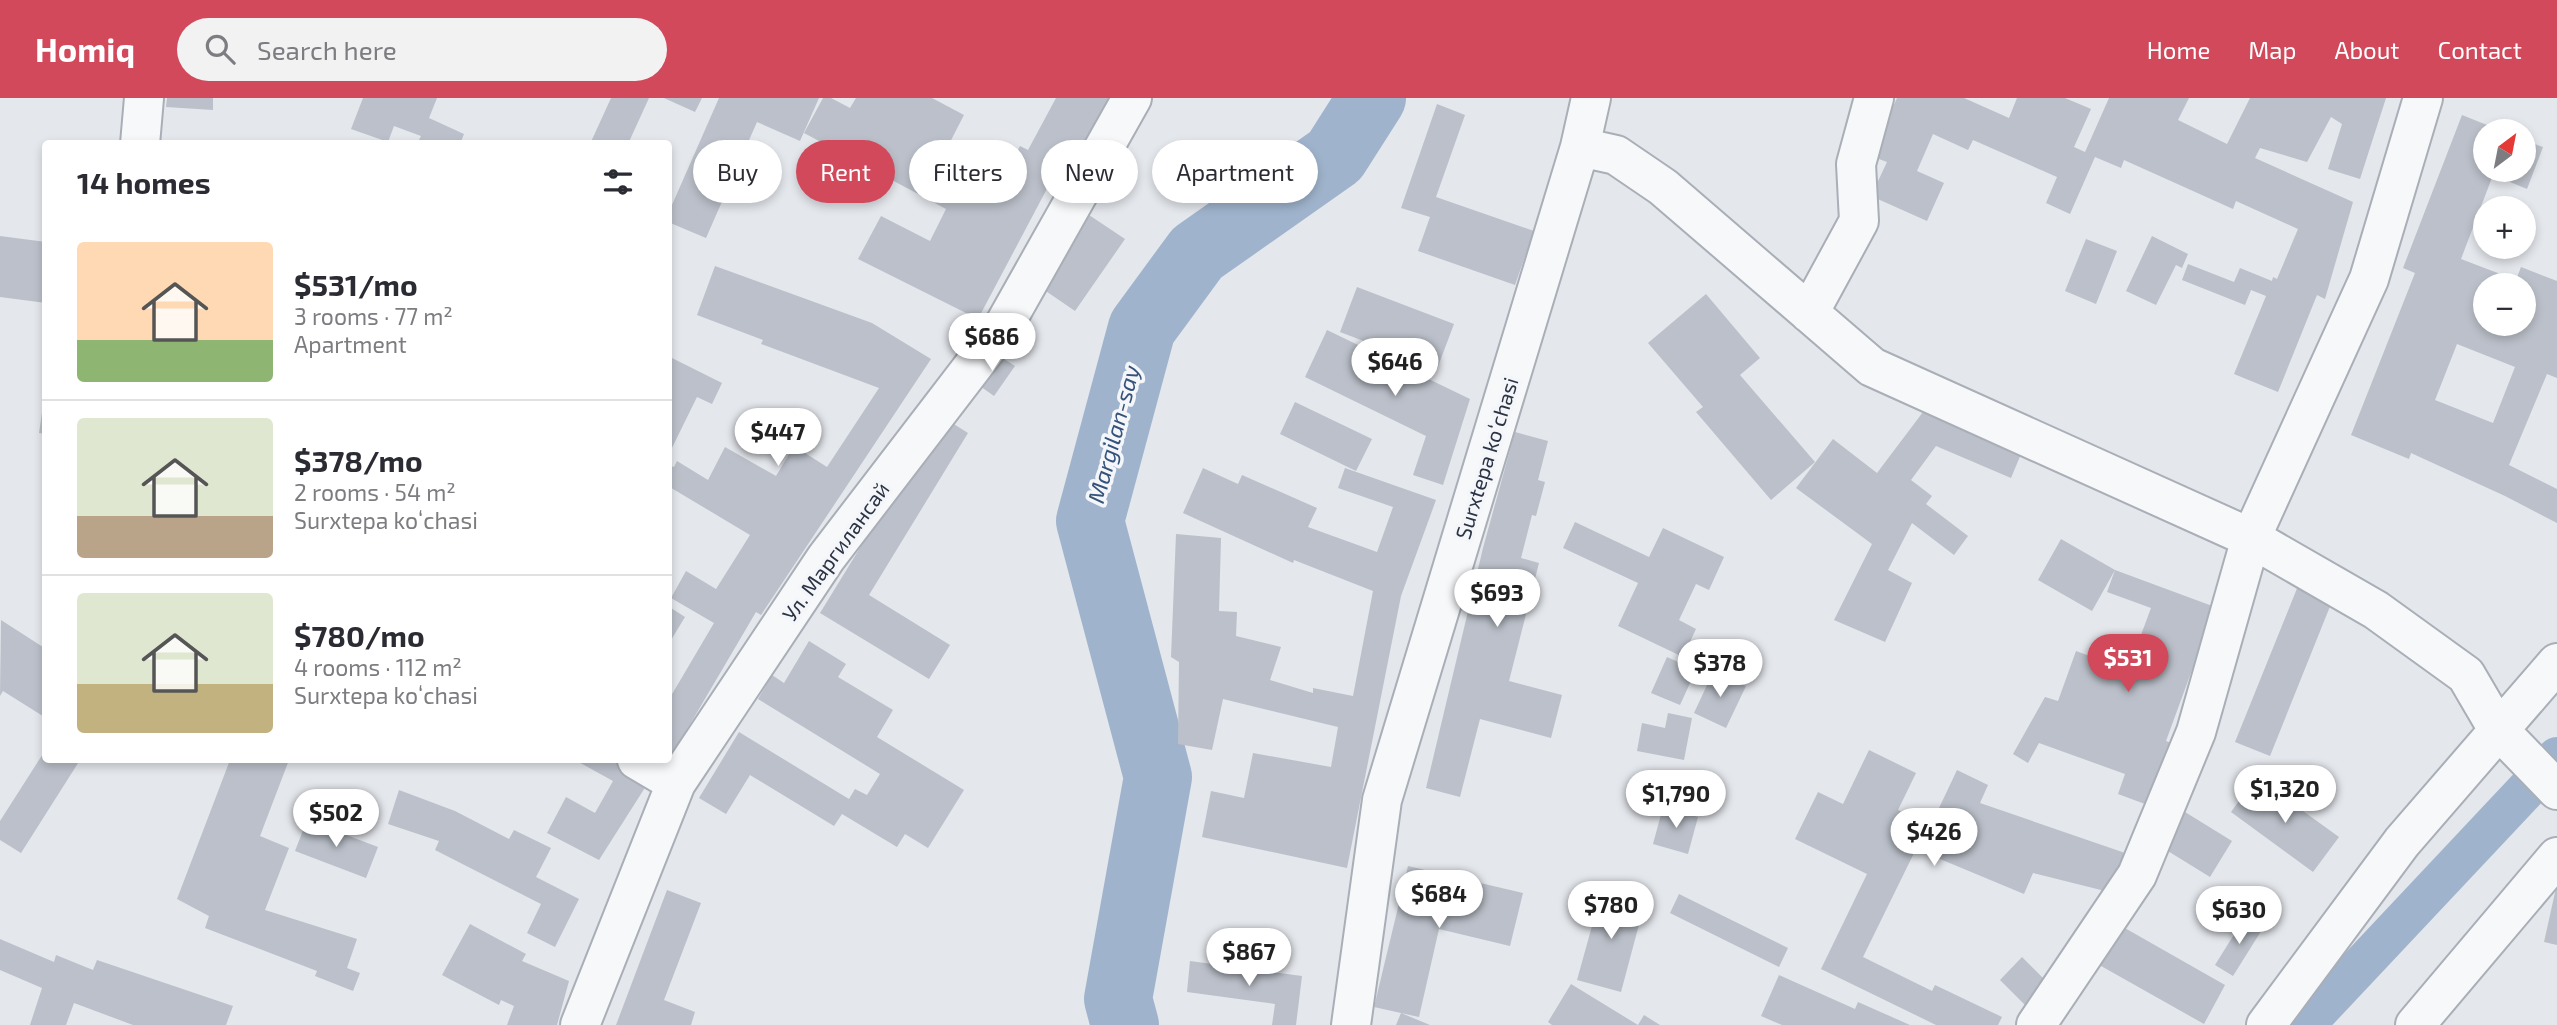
<!DOCTYPE html>
<meta charset="utf-8">
<style>
:root{--surface:#fff;--page:#f2f2f3;--text:#2b2b33;--muted:#7c7c81;--line:#e1e1e2;--accent:#d1495b}
body{margin:0;font-family:"Exo 2",sans-serif;background:var(--page);color:var(--text);height:100vh;display:flex;flex-direction:column;font-size:26px;white-space:nowrap}
*{box-sizing:border-box;margin:0}
p{font-size:23px;color:var(--muted)}
.icon{flex:none;width:38px;height:38px;fill:none;stroke:currentColor;stroke-width:2;stroke-linecap:round;stroke-linejoin:round}
.map{position:relative;flex:1;overflow:hidden}
.drawer{position:absolute;left:42px;top:42px;width:630px;height:623px;display:flex;flex-direction:column;background:var(--surface);border-radius:7px;box-shadow:0 4px 10px #0003}
.drawer>*{flex:none}
.guide{position:absolute;left:693px;top:42px;width:665px;height:63px;display:flex;gap:14px}
.needle{width:46px;rotate:32deg}
.controls{position:absolute;left:2473px;top:21px;display:grid;gap:14px}
.controls a{display:grid;place-items:center;width:63px;height:63px;border-radius:50%;background:var(--surface);box-shadow:0 4px 10px #0003;font-size:35px}
.price{position:absolute;translate:-50% -60px;padding:0 16px;border-radius:24px;background:#fff;color:#222;font-size:23px;line-height:46px;filter:drop-shadow(0 2px 4px #0008)}
.price::after{content:'';position:absolute;left:50%;top:42px;width:21px;height:16px;margin-left:-10px;background:inherit;clip-path:polygon(0 0,100% 0,50% 100%)}
.price.on{background:var(--accent);color:#fff}
ul{padding:0;list-style:none}
li{display:flex;align-items:center;gap:21px;height:175px;padding:0 35px}
li+li{border-top:2px solid var(--line)}
li span{display:grid;place-items:center;flex:none;width:196px;height:140px;border-radius:7px;color:#555}
li>.icon{margin-inline-start:auto}
span .icon{width:84px;height:84px;fill:#fffc;stroke-width:1}
li b{font-size:30px}
h2{display:flex;justify-content:space-between;align-items:center;height:84px;padding:0 35px;font-size:30px}
.tag{padding:0 24px;border-radius:32px;background:var(--surface);box-shadow:0 4px 10px #0003;font-size:24px;line-height:63px}
.tag.on{background:var(--accent);color:#fff}
header{display:flex;align-items:center;gap:42px;box-sizing:border-box;height:98px;padding:0 35px;background:var(--accent);color:#fff}
header strong{font-size:33px}
nav{display:flex;gap:38px;margin-inline-start:auto;font-size:24px}
.search{width:490px;height:63px;background:var(--page);display:flex;align-items:center;gap:18px;box-sizing:border-box;padding:0 24px;border-radius:38px;color:var(--muted);font-size:26px}
.map>svg:first-child{display:block}
.lines{fill:none;stroke-linecap:round;stroke-linejoin:round}
.canal{stroke:#9fb4cc;stroke-width:40}
.river{stroke:#9fb4cc;stroke-width:68}
.building{fill:#bbc0ca;fill-rule:evenodd}
.minor-casing{stroke:#a9aeb7;stroke-width:42}
.minor{stroke:#f7f8fa;stroke-width:38}
.labels{text-anchor:middle;dominant-baseline:central;stroke-width:7;stroke-linejoin:round;paint-order:stroke}
.street-label{font-size:21px;fill:#2b3445;stroke:#f4f6f9}
.water-label{font-size:23px;font-style:italic;fill:#34527a;stroke:#f4f6f9}
</style>
<header>
<strong>Homiq</strong>
<div class="search"><svg class="icon" aria-label="search" viewBox="0 0 24 24"><circle cx="10" cy="10" r="6"/><path d="M15 15l6 6"/></svg>Search here</div>
<nav><a>Home</a><a>Map</a><a>About</a><a>Contact</a></nav>
</header>
<div class="map">
<svg width="2557" height="927" viewBox="0 0 2557 927">
<rect width="100%" height="100%" fill="#e4e7ec"/>
<g class="lines">
<!-- canal -->
<path class="canal" d="M2305,927L2557,659"/>
<!-- river -->
<path class="river" d="M1125,927L1118,901L1158,679L1090,423L1142,230L1197,155L1335,58L1372,0"/>
</g>
<!-- building -->
<path class="building" d="M167,0H213V12L166,9Z
M363,0H437L429,20L464,36L460,46H417L421,38L394,28L388,44L351,31Z
M611,0H649L628,46H590Z
M664,0H702L695,14Z
M719,0H819L800,43L757,24L706,140L668,124V116Z
M823,0H831L850,10L856,0H932L964,17L947,50L961,58L969,43L991,55L986,65L1005,75L1020,48L1028,52L1056,0H1109L1068,74L1059,68L978,221L858,161L881,118L930,143L946,111L804,35Z
M1897,0H1964L2009,20L2017,0H2065L2091,11L2074,49L2085,54L2109,0H2189L2178,22L2227,46L2250,0H2386L2360,81L2328,71L2342,26L2331,19L2307,64L2260,50L2255,60L2353,104L2325,201L2317,197L2278,294L2234,276L2266,198L2251,192L2245,207L2182,182L2188,166L2234,184L2240,170L2272,183L2273,179L2277,181L2298,131L2236,103L2233,111L2124,62L2121,70L2095,59L2070,116L2046,105L2057,79L1973,42L1968,52L1933,36L1917,73L1944,85L1927,123L1871,98L1887,64L1871,58Z
M1437,6L1465,17L1436,99L1534,133L1515,187L1418,153L1430,119L1401,110Z
M2462,17L2502,33H2485V72H2524V42L2543,49L2527,91L2493,77L2461,161L2516,182L2521,169L2557,183V280L2547,276L2509,367L2557,391V425L2505,398L2411,355L2409,361L2351,337L2415,175L2403,170ZM2485,187H2524V226H2485ZM2457,246L2515,269L2493,325L2435,302Z
M1086,115L1125,141L1075,213L1037,187Z
M0,138L46,144V205L0,199Z
M2152,138L2188,156L2182,170L2176,167L2156,207L2126,193Z
M2086,141L2117,153L2096,206L2065,193Z
M715,168L872,225L931,261L761,517L756,514L662,674L668,662V603L714,525L671,500L686,473L716,491L750,437L668,388V367L674,369L677,363L708,382L725,349L776,378L794,348L827,369L879,290L761,246L763,242L697,217Z
M1357,189L1454,226L1437,271L1340,234Z
M1706,196L1760,260L1740,277L1815,364L1771,402L1696,314L1703,309L1648,245Z
M1327,232L1470,301L1443,387L1413,377L1426,338L1305,279Z
M990,252L1015,268L994,298L970,281Z
M668,258L722,285L712,306L697,299L668,358Z
M44,301H46V336L39,335Z
M1295,304L1372,341L1356,373L1280,336Z
M1923,314L2021,356L2011,380L1936,348L1911,382L1932,398L1926,406L1968,438L1954,457L1912,425L1888,472L1912,485L1885,544L1834,522L1872,446L1796,390L1833,341L1877,375Z
M941,318L968,335L869,497L950,547L929,581L820,515Z
M1515,334L1548,343L1538,382L1545,384L1536,418L1532,417L1521,460L1539,465L1509,583L1562,597L1551,640L1480,621L1460,699L1426,690L1483,450Z
M1203,370L1238,386L1242,377L1317,410L1308,429L1377,454L1393,409L1338,390L1345,370L1436,402L1401,498L1347,770L1202,739L1211,693L1244,700L1253,655L1331,669L1338,629L1223,601L1212,652L1178,646L1179,564L1171,559L1176,436L1221,440L1219,513L1237,514L1236,538L1281,549L1270,582L1313,595V590L1353,598L1373,493L1294,462L1293,465L1183,415Z
M1575,424L1649,459L1663,430L1724,459L1709,492L1696,486L1679,522L1696,531L1683,559L1618,528L1638,485L1563,450Z
M2061,441L2115,472L2092,513L2038,482Z
M2115,472L2215,509L2166,643L2176,647L2153,709L2118,696L2125,676L2039,645L2028,665L2013,656L2045,599L2058,603L2076,553L2128,572L2151,510L2107,494Z
M2300,483L2335,496L2270,658L2235,644Z
M668,508L685,519L668,547Z
M1,522L46,551V620L3,593L0,598Z
M809,543L846,566L838,579L893,612L877,639L964,692L928,750L905,736L897,749L842,716L834,728L750,677L726,716L699,700L739,634L849,701L855,691L867,697L880,676L758,601L772,577L784,585Z
M1667,559L1696,572L1680,607L1651,595Z
M1714,572L1746,588L1726,630L1694,615Z
M1668,615L1692,620L1684,662L1637,653L1642,625L1665,630Z
M46,651V662H80L21,755L0,742V723Z
M1869,652L1916,675L1898,712L1931,727L1957,672L1988,687L1980,705L2128,756L2113,795L2033,775L2024,796L1916,751L1863,859L1932,893L1935,887L2002,919L1998,927H1936L1821,871L1867,776L1795,741L1818,694L1843,706Z
M230,662H289L260,738L289,750L265,812L357,841L347,870L360,875L353,893L315,878L317,873L205,830L209,818L177,801Z
M575,662H623L653,677L599,762L547,735L566,699L595,715L613,683Z
M2256,679L2339,739L2313,774L2231,714Z
M399,692L455,713L509,741L514,732L551,750L536,779L579,801L555,849L527,835L541,806L435,752L439,743L388,726Z
M1663,709L1698,719L1688,756L1653,746Z
M2185,714L2232,743L2210,779L2163,750Z
M307,722L378,749L366,780L295,753Z
M1408,768L1523,795L1510,848L1439,831L1419,919L1374,909Z
M2556,790H2557V847L2544,844Z
M667,792L701,805L664,902L695,914L691,927H616Z
M1602,792L1645,804L1621,894L1577,882Z
M1679,796L1788,850L1779,869L1670,815Z
M2245,819L2263,830L2233,878L2215,867Z
M2116,825L2225,887L2204,926L2094,864Z
M470,826L526,856L522,863L569,883L557,927H507L514,908L501,902L499,907L442,877Z
M0,841L54,864L56,857L93,872L97,862L233,908L226,927H133L74,905L66,927H30L42,890L0,872Z
M2022,859L2048,885L2025,907L2000,882Z
M1190,863L1302,878L1296,927H1272L1275,906L1187,894Z
M1779,877L1855,911L1858,904L1910,927H1782L1761,918Z
M1571,886L1638,927L1644,917L1660,927H1552L1548,924Z
M1401,915L1430,927H1396Z"/>
<g class="lines">
<!-- minor casing -->
<g class="minor-casing">
<path id="minor" d="M140,46L144,0
M1580,49L1616,57L1663,89L1872,269L2251,440L2376,512L2466,577L2497,630L2557,692
M1809,215L1859,123L1856,66L1874,0
M637,662L676,685
M580,927L676,685L826,460L1003,229L1132,0
M1351,927L1382,702L1580,49L1591,0
M2036,927L2137,777L2196,634L2251,440L2369,181L2423,0
M2266,927L2402,744L2557,565
M2415,927L2557,759"/>
</g>
<!-- minor -->
<use href="#minor" class="minor"/>
</g>
<g class="labels">
<!-- street labels -->
<g class="street-label">
<text transform="translate(1486 360) rotate(-73)">Surxtepa koʻchasi</text>
<text transform="translate(835 453) rotate(-54)">Ул. Маргилансай</text>
</g>
<!-- water labels -->
<g class="water-label">
<text transform="translate(1113 336) rotate(-75)">Margilan-say</text>
</g>
</g>
</svg>
<div class="controls">
<a><svg class="needle" viewBox="-14 -14 28 28"><path d="M0-13l5 13h-10z" fill="#e53935"/><path d="M0 13l5-13h-10z" fill="#7c7c81"/></svg></a>
<a>+</a>
<a>−</a>
</div>
<b class="price" style="left:992px;top:275px">$686</b>
<b class="price" style="left:1395px;top:300px">$646</b>
<b class="price" style="left:778px;top:370px">$447</b>
<b class="price" style="left:1497px;top:531px">$693</b>
<b class="price on" style="left:2128px;top:596px">$531</b>
<b class="price" style="left:1720px;top:601px">$378</b>
<b class="price" style="left:2285px;top:727px">$1,320</b>
<b class="price" style="left:1676px;top:732px">$1,790</b>
<b class="price" style="left:336px;top:751px">$502</b>
<b class="price" style="left:1934px;top:770px">$426</b>
<b class="price" style="left:1439px;top:832px">$684</b>
<b class="price" style="left:1611px;top:843px">$780</b>
<b class="price" style="left:2239px;top:848px">$630</b>
<b class="price" style="left:1249px;top:890px">$867</b>
<div class="guide">
<a class="tag">Buy</a>
<a class="tag on">Rent</a>
<a class="tag">Filters</a>
<a class="tag">New</a>
<a class="tag">Apartment</a>
</div>
<section class="drawer">
<h2>14 homes<svg class="icon" aria-label="filters" viewBox="0 0 24 24"><path d="M4 7h16M4 17h16"/><circle cx="9" cy="7" r="2"/><circle cx="15" cy="17" r="2"/></svg></h2>
<ul>
<li><span style="background:linear-gradient(#ffd9b3 70%,#8fb573 0)"><svg class="icon" aria-label="home" viewBox="0 0 24 24"><path d="M3 11l9-7 9 7M6 9v11h12V9"/></svg></span><div><b>$531/mo</b><p>3 rooms · 77 m²</p><p>Apartment</p></div></li>
<li><span style="background:linear-gradient(#dfe7d0 70%,#b9a48a 0)"><svg class="icon" aria-label="home" viewBox="0 0 24 24"><path d="M3 11l9-7 9 7M6 9v11h12V9"/></svg></span><div><b>$378/mo</b><p>2 rooms · 54 m²</p><p>Surxtepa koʻchasi</p></div></li>
<li><span style="background:linear-gradient(#dfe7d0 65%,#c2b280 0)"><svg class="icon" aria-label="home" viewBox="0 0 24 24"><path d="M3 11l9-7 9 7M6 9v11h12V9"/></svg></span><div><b>$780/mo</b><p>4 rooms · 112 m²</p><p>Surxtepa koʻchasi</p></div></li>
</ul>
</section>
</div>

- What you are asked to do
Look above for every line with the word "canal" and copy it.

- Expected output
.canal{stroke:#9fb4cc;stroke-width:40}
<!-- canal -->
<path class="canal" d="M2305,927L2557,659"/>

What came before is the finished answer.